Published Date: 30 October 2019

Keynote Address by Ms Indranee Rajah, Minister in the Prime Minister's Office and Second Minister for Finance and Education at the 16th Singapore International Reinsurance Conference (SIRC) on 30 October 2019

Mr Marc Haushofer,
Mr Sivam Subramaniam,
Distinguished Guests,
Ladies and Gentlemen,
     Good morning. I am delighted to be able to join all of you today at the 16th SIRC in Singapore. To our delegates from overseas, a warm welcome to Singapore. I hope you will have an enjoyable stay here, and fruitful discussions with everyone gathered at this conference.
2     The theme for this year’s SIRC – “Winds of Change” – is timely. The global economy is undergoing a tumultuous period of change, and facing strong headwinds from a continuously changing and challenging environment. Climate risks and political risks, in particular, have evolved significantly, and emerged at the forefront of major threats that have potential to derail the growth of the global economy. So let me talk about two winds of change – the environmental headwinds, and political headwinds. We need decisive and concerted action to mitigate these risks.
Environmental Headwinds – Climate and Disaster Risks
3     So first, the environmental headwinds. Climate change is a global issue which has come under the spotlight in recent years. Across the globe, climate change is affecting the frequency, severity, and distribution of natural catastrophes and extreme weather events, such as windstorms, floods, and heatwaves. Asia has been one of the hardest hit regions.
  • Natural catastrophe events in Asia-Pacific have increased from an annual average of 44 in the 1970s to 144 in 2018, while the related economic losses for the region in the same period have risen from an annual average of USD 5 billion to USD 89 billion“Weather, Climate, and Catastrophe Insight: 2018 Annual Report”, Aon, 2019..
  • The insurance industry is already bearing the brunt of severe natural catastrophes with increased claims. At USD 20.6 billion, the overall insured loss for the Asia-Pacific region in 2018 was almost 91 percent higher than the average insured loss for the previous 17 years since the turn of the century“Weather, Climate, and Catastrophe Insight: 2018 Annual Report”, Aon, 2019..
  • The relentless sequence of disasters in Asia this year, including Typhoons Lekima in China and Hagibis in Japan, and the earthquake in Ambon, Indonesia, is a stark reminder of the increasingly volatile climate that we face in the future.
4     Yet, insurance penetration remains stubbornly low, with insured losses for natural catastrophes accounting for only about 9 percent of Asia’s economic losses, as compared to 24 percent of global economic losses.“2019 Global Modeled Catastrophe Losses’, AIR Worldwide, 2019. Climate change will exacerbate the frequency and intensity of natural catastrophes, and widen the natural catastrophe protection gap even further. This is significant for Asia where the emerging economies make up half of the top ten countries most impacted by climate risk.“Global Climate Risk Index 2019”, Germanwatch, 2019. The need to respond to climate change is even more pressing for Southeast Asia, the region that endures the most disaster fatalities in the world.“ASEAN Vision 2025 on Disaster Management”, ASEAN, 2016.
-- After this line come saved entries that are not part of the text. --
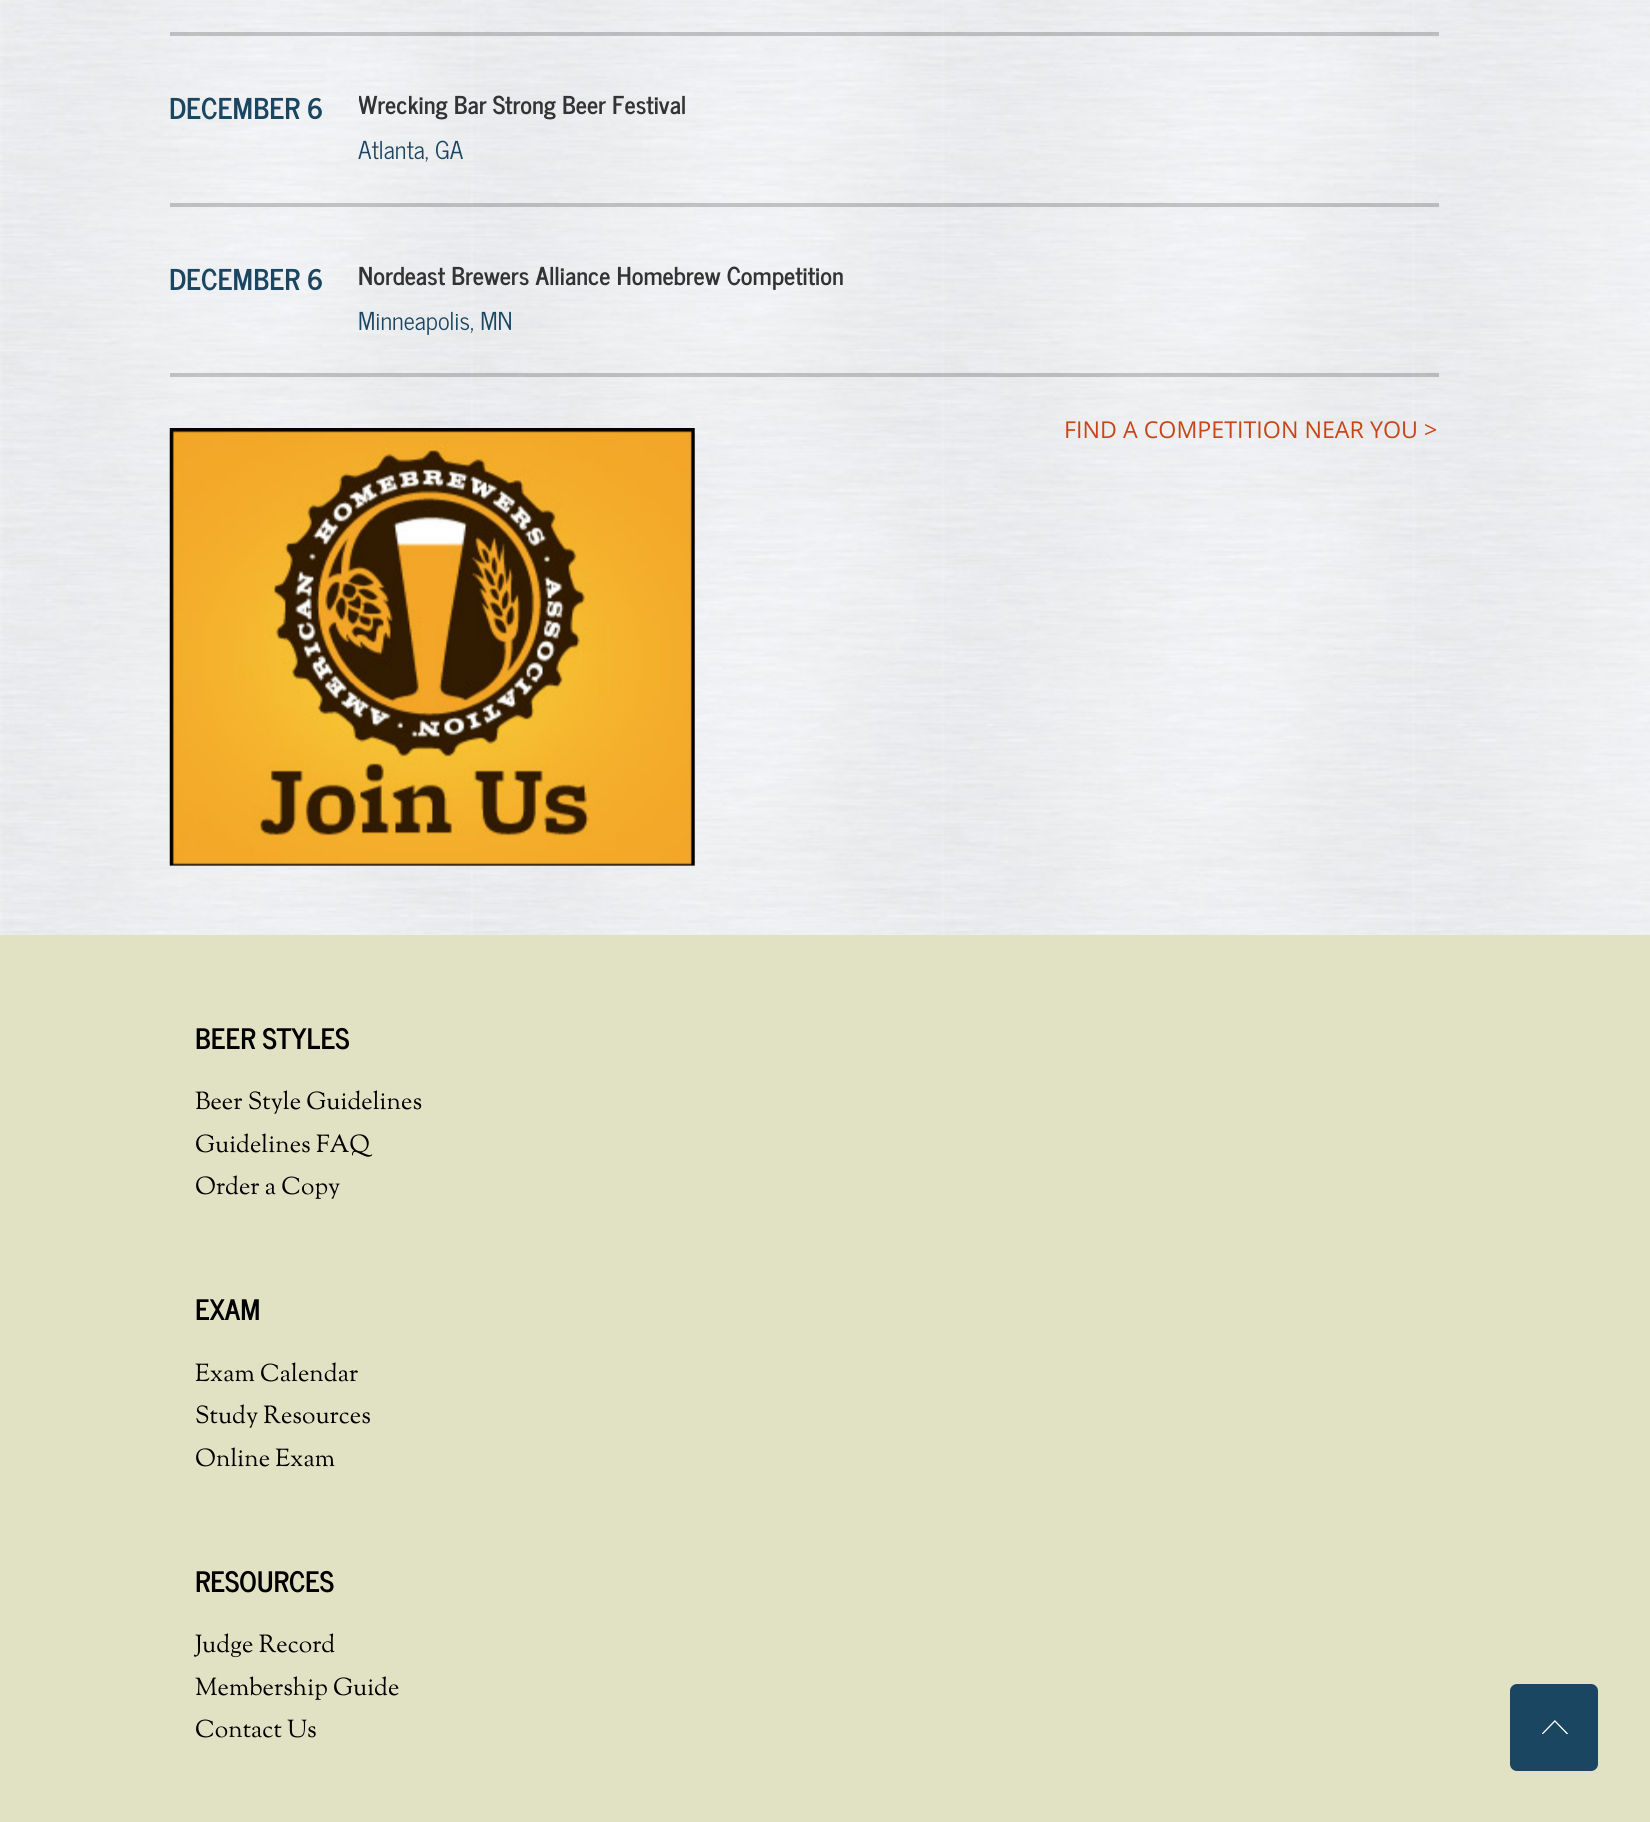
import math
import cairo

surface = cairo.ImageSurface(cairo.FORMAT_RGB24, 1650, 1822)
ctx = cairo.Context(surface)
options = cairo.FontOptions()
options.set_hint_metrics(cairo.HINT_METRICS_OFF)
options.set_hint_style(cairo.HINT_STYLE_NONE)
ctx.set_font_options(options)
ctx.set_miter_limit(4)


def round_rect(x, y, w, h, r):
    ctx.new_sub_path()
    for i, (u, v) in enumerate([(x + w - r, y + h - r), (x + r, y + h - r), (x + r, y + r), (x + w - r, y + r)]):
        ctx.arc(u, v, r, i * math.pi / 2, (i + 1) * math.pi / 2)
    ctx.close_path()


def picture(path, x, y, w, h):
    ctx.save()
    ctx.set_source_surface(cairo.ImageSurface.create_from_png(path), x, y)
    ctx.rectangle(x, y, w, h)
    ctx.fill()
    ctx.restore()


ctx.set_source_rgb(1, 1, 1)
ctx.paint()
picture("img1.png", 0, 0, 1650, 935)
ctx.set_source_rgba(0, 0, 0, 0.2)
ctx.rectangle(170, 32, 1269, 4)
ctx.fill()
ctx.select_font_face("News Cycle", cairo.FONT_SLANT_NORMAL, cairo.FONT_WEIGHT_BOLD)
ctx.set_font_size(28.5)
ctx.set_source_rgb(0.102, 0.275, 0.384)
ctx.move_to(169, 119)
ctx.show_text("DECEMBER 6")
ctx.save()
ctx.rectangle(359, 70, 1080, 98)
ctx.clip()
ctx.set_font_size(24.5)
ctx.set_source_rgb(0.2, 0.2, 0.2)
ctx.move_to(358, 114)
ctx.show_text("Wrecking Bar Strong Beer Festival")
ctx.restore()
ctx.select_font_face("News Cycle")
ctx.set_font_size(24.5)
ctx.move_to(358, 159)
ctx.show_text("Atlanta, GA")
ctx.set_source_rgba(0, 0, 0, 0.2)
ctx.rectangle(170, 203, 1269, 4)
ctx.fill()
ctx.select_font_face("News Cycle", cairo.FONT_SLANT_NORMAL, cairo.FONT_WEIGHT_BOLD)
ctx.set_font_size(28.5)
ctx.set_source_rgb(0.102, 0.275, 0.384)
ctx.move_to(169, 290)
ctx.show_text("DECEMBER 6")
ctx.set_font_size(24.5)
ctx.set_source_rgb(0.2, 0.2, 0.2)
ctx.move_to(358, 285)
ctx.show_text("Nordeast Brewers Alliance Homebrew Competition")
ctx.select_font_face("News Cycle")
ctx.set_source_rgb(0.102, 0.275, 0.384)
ctx.move_to(358, 330)
ctx.show_text("Minneapolis, MN")
ctx.set_source_rgba(0, 0, 0, 0.2)
ctx.rectangle(170, 373, 1269, 4)
ctx.fill()
ctx.select_font_face("Open Sans")
ctx.set_font_size(23.25)
ctx.set_source_rgb(0.776, 0.275, 0.09)
ctx.move_to(1064, 438)
ctx.show_text("FIND A COMPETITION NEAR YOU >")
picture("img2.png", 169, 428, 526, 438)
ctx.set_source_rgb(0.882, 0.882, 0.769)
ctx.rectangle(0, 935, 1650, 887)
ctx.fill()
ctx.select_font_face("News Cycle", cairo.FONT_SLANT_NORMAL, cairo.FONT_WEIGHT_BOLD)
ctx.set_font_size(28)
ctx.set_source_rgb(0, 0, 0)
ctx.move_to(195, 1049)
ctx.show_text("BEER STYLES")
ctx.select_font_face("Sorts Mill Goudy")
ctx.set_font_size(24.5)
ctx.move_to(195, 1109)
ctx.show_text("Beer Style Guidelines")
ctx.move_to(195, 1152)
ctx.show_text("Guidelines FAQ")
ctx.move_to(195, 1194)
ctx.show_text("Order a Copy")
ctx.select_font_face("News Cycle", cairo.FONT_SLANT_NORMAL, cairo.FONT_WEIGHT_BOLD)
ctx.set_font_size(28)
ctx.move_to(195, 1320)
ctx.show_text("EXAM")
ctx.select_font_face("Sorts Mill Goudy")
ctx.set_font_size(24.5)
ctx.move_to(195, 1381)
ctx.show_text("Exam Calendar")
ctx.move_to(195, 1423)
ctx.show_text("Study Resources")
ctx.move_to(195, 1466)
ctx.show_text("Online Exam")
ctx.select_font_face("News Cycle", cairo.FONT_SLANT_NORMAL, cairo.FONT_WEIGHT_BOLD)
ctx.set_font_size(28)
ctx.move_to(195, 1592)
ctx.show_text("RESOURCES")
ctx.select_font_face("Sorts Mill Goudy")
ctx.set_font_size(24.5)
ctx.move_to(195, 1652)
ctx.show_text("Judge Record")
ctx.move_to(195, 1695)
ctx.show_text("Membership Guide")
ctx.move_to(195, 1737)
ctx.show_text("Contact Us")
ctx.set_source_rgb(0.102, 0.275, 0.384)
round_rect(1510, 1684, 88, 87, 7)
ctx.fill()
picture("img3.png", 1542, 1720, 26, 14)
surface.write_to_png("page.png")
Working Together to Fortify Disaster Resilience in the Region
5     Singapore is working closely with ASEAN and the insurance industry to mitigate the impact of climate risk on our region’s economic and social development. ASEAN Member States came together in 2016 to establish the ASEAN Disaster Risk Financing and Insurance Programme, or ADRFI, as the central platform coordinating efforts to develop and implement disaster risk financing strategies for the region. In August this year, we officially launched ADRFI Phase 2, which saw the ASEAN Secretariat and the Nanyang Technological University’s Institute of Catastrophe Risk Management, or ICRM, come together to form a dual-programme office. Over the next three years, ADRFI will leverage the expertise of the insurance industry, academic partners, and multilateral development agencies in its risk assessment, risk advisory, and capacity building activities as part of the region’s climate and disaster resilience building efforts. For instance, ADRFI will establish a new ASEAN Data and Analytics Platform to construct a high resolution and objective natural catastrophe database for ASEAN. This will empower insurers and risk modellers to tailor effective solutions to mitigate the impact of disasters in the region. ADRFI’s focus on the upstream activities in disaster risk financing will strengthen the region’s overall disaster risk management capabilities, providing the foundation for future long-term downstream public and private disaster risk financing solutions.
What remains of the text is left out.